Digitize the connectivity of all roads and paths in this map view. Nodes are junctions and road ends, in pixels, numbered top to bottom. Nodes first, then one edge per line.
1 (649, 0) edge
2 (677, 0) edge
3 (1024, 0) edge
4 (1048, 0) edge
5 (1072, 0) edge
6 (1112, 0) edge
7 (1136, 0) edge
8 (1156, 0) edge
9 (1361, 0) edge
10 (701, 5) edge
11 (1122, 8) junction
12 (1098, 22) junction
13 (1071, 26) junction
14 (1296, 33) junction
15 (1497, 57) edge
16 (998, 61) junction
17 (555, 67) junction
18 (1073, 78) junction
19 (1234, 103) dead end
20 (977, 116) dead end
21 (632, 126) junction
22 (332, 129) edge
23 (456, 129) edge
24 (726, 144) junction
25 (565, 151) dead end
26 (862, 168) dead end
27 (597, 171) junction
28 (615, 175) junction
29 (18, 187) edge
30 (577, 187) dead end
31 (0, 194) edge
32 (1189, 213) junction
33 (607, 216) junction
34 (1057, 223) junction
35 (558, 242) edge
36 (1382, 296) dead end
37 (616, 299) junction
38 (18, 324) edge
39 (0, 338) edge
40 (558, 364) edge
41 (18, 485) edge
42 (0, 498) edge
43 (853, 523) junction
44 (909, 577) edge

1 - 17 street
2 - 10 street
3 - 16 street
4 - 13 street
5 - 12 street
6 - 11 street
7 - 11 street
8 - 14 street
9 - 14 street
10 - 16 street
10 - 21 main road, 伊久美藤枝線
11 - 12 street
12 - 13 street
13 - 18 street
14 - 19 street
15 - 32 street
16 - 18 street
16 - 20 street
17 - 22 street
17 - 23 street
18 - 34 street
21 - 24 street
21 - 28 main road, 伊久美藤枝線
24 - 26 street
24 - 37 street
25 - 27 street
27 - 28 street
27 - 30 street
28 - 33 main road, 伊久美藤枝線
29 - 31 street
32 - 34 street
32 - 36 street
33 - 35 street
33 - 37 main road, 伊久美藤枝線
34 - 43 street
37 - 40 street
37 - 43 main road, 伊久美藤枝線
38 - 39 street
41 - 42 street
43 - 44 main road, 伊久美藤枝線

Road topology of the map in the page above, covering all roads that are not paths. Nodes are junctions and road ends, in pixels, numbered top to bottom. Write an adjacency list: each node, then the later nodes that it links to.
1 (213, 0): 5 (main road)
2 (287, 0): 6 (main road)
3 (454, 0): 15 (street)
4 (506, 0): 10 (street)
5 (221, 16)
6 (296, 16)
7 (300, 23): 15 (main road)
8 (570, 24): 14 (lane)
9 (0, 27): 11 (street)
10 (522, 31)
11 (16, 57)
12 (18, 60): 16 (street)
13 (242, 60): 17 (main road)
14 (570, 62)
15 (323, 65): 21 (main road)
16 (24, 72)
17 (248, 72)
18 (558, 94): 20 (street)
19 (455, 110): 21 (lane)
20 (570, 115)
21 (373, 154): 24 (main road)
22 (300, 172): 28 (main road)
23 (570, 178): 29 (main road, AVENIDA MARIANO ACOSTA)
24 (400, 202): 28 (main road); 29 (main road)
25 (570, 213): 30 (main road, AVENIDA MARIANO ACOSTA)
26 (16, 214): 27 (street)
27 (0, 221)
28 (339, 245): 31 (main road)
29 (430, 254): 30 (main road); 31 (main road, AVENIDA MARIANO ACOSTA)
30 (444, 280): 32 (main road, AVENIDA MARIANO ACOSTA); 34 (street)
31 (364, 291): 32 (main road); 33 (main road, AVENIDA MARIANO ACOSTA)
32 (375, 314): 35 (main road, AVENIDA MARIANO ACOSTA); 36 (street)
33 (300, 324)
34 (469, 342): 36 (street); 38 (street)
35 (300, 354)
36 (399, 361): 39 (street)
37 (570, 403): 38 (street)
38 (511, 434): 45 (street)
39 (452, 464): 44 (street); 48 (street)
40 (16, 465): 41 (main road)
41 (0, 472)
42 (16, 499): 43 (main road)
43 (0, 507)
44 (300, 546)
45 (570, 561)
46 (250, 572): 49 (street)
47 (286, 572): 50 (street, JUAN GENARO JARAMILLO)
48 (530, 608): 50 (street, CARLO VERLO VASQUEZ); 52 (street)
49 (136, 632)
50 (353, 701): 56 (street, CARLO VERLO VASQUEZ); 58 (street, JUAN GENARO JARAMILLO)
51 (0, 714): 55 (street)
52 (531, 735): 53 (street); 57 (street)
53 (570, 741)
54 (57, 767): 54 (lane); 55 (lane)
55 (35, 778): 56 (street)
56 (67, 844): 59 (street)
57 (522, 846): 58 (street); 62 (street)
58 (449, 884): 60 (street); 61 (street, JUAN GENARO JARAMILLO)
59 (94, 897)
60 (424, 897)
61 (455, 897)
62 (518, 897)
━━━━━━━━━━
◆ WHAT YOU ARE ASKED TO DO:
Your task is to transcribe the listing in full, so that each line reads exactly as before.

◆ EXERCISE ANSWER:
Digitize the connectivity of all roads and paths in this map view. Nodes are junctions and road ends, in pixels, numbered top to bottom. Nodes first, then one edge per line.
1 (649, 0) edge
2 (677, 0) edge
3 (1024, 0) edge
4 (1048, 0) edge
5 (1072, 0) edge
6 (1112, 0) edge
7 (1136, 0) edge
8 (1156, 0) edge
9 (1361, 0) edge
10 (701, 5) edge
11 (1122, 8) junction
12 (1098, 22) junction
13 (1071, 26) junction
14 (1296, 33) junction
15 (1497, 57) edge
16 (998, 61) junction
17 (555, 67) junction
18 (1073, 78) junction
19 (1234, 103) dead end
20 (977, 116) dead end
21 (632, 126) junction
22 (332, 129) edge
23 (456, 129) edge
24 (726, 144) junction
25 (565, 151) dead end
26 (862, 168) dead end
27 (597, 171) junction
28 (615, 175) junction
29 (18, 187) edge
30 (577, 187) dead end
31 (0, 194) edge
32 (1189, 213) junction
33 (607, 216) junction
34 (1057, 223) junction
35 (558, 242) edge
36 (1382, 296) dead end
37 (616, 299) junction
38 (18, 324) edge
39 (0, 338) edge
40 (558, 364) edge
41 (18, 485) edge
42 (0, 498) edge
43 (853, 523) junction
44 (909, 577) edge

1 - 17 street
2 - 10 street
3 - 16 street
4 - 13 street
5 - 12 street
6 - 11 street
7 - 11 street
8 - 14 street
9 - 14 street
10 - 16 street
10 - 21 main road, 伊久美藤枝線
11 - 12 street
12 - 13 street
13 - 18 street
14 - 19 street
15 - 32 street
16 - 18 street
16 - 20 street
17 - 22 street
17 - 23 street
18 - 34 street
21 - 24 street
21 - 28 main road, 伊久美藤枝線
24 - 26 street
24 - 37 street
25 - 27 street
27 - 28 street
27 - 30 street
28 - 33 main road, 伊久美藤枝線
29 - 31 street
32 - 34 street
32 - 36 street
33 - 35 street
33 - 37 main road, 伊久美藤枝線
34 - 43 street
37 - 40 street
37 - 43 main road, 伊久美藤枝線
38 - 39 street
41 - 42 street
43 - 44 main road, 伊久美藤枝線

Road topology of the map in the page above, covering all roads that are not paths. Nodes are junctions and road ends, in pixels, numbered top to bottom. Write an adjacency list: each node, then the later nodes that it links to.
1 (213, 0): 5 (main road)
2 (287, 0): 6 (main road)
3 (454, 0): 15 (street)
4 (506, 0): 10 (street)
5 (221, 16)
6 (296, 16)
7 (300, 23): 15 (main road)
8 (570, 24): 14 (lane)
9 (0, 27): 11 (street)
10 (522, 31)
11 (16, 57)
12 (18, 60): 16 (street)
13 (242, 60): 17 (main road)
14 (570, 62)
15 (323, 65): 21 (main road)
16 (24, 72)
17 (248, 72)
18 (558, 94): 20 (street)
19 (455, 110): 21 (lane)
20 (570, 115)
21 (373, 154): 24 (main road)
22 (300, 172): 28 (main road)
23 (570, 178): 29 (main road, AVENIDA MARIANO ACOSTA)
24 (400, 202): 28 (main road); 29 (main road)
25 (570, 213): 30 (main road, AVENIDA MARIANO ACOSTA)
26 (16, 214): 27 (street)
27 (0, 221)
28 (339, 245): 31 (main road)
29 (430, 254): 30 (main road); 31 (main road, AVENIDA MARIANO ACOSTA)
30 (444, 280): 32 (main road, AVENIDA MARIANO ACOSTA); 34 (street)
31 (364, 291): 32 (main road); 33 (main road, AVENIDA MARIANO ACOSTA)
32 (375, 314): 35 (main road, AVENIDA MARIANO ACOSTA); 36 (street)
33 (300, 324)
34 (469, 342): 36 (street); 38 (street)
35 (300, 354)
36 (399, 361): 39 (street)
37 (570, 403): 38 (street)
38 (511, 434): 45 (street)
39 (452, 464): 44 (street); 48 (street)
40 (16, 465): 41 (main road)
41 (0, 472)
42 (16, 499): 43 (main road)
43 (0, 507)
44 (300, 546)
45 (570, 561)
46 (250, 572): 49 (street)
47 (286, 572): 50 (street, JUAN GENARO JARAMILLO)
48 (530, 608): 50 (street, CARLO VERLO VASQUEZ); 52 (street)
49 (136, 632)
50 (353, 701): 56 (street, CARLO VERLO VASQUEZ); 58 (street, JUAN GENARO JARAMILLO)
51 (0, 714): 55 (street)
52 (531, 735): 53 (street); 57 (street)
53 (570, 741)
54 (57, 767): 54 (lane); 55 (lane)
55 (35, 778): 56 (street)
56 (67, 844): 59 (street)
57 (522, 846): 58 (street); 62 (street)
58 (449, 884): 60 (street); 61 (street, JUAN GENARO JARAMILLO)
59 (94, 897)
60 (424, 897)
61 (455, 897)
62 (518, 897)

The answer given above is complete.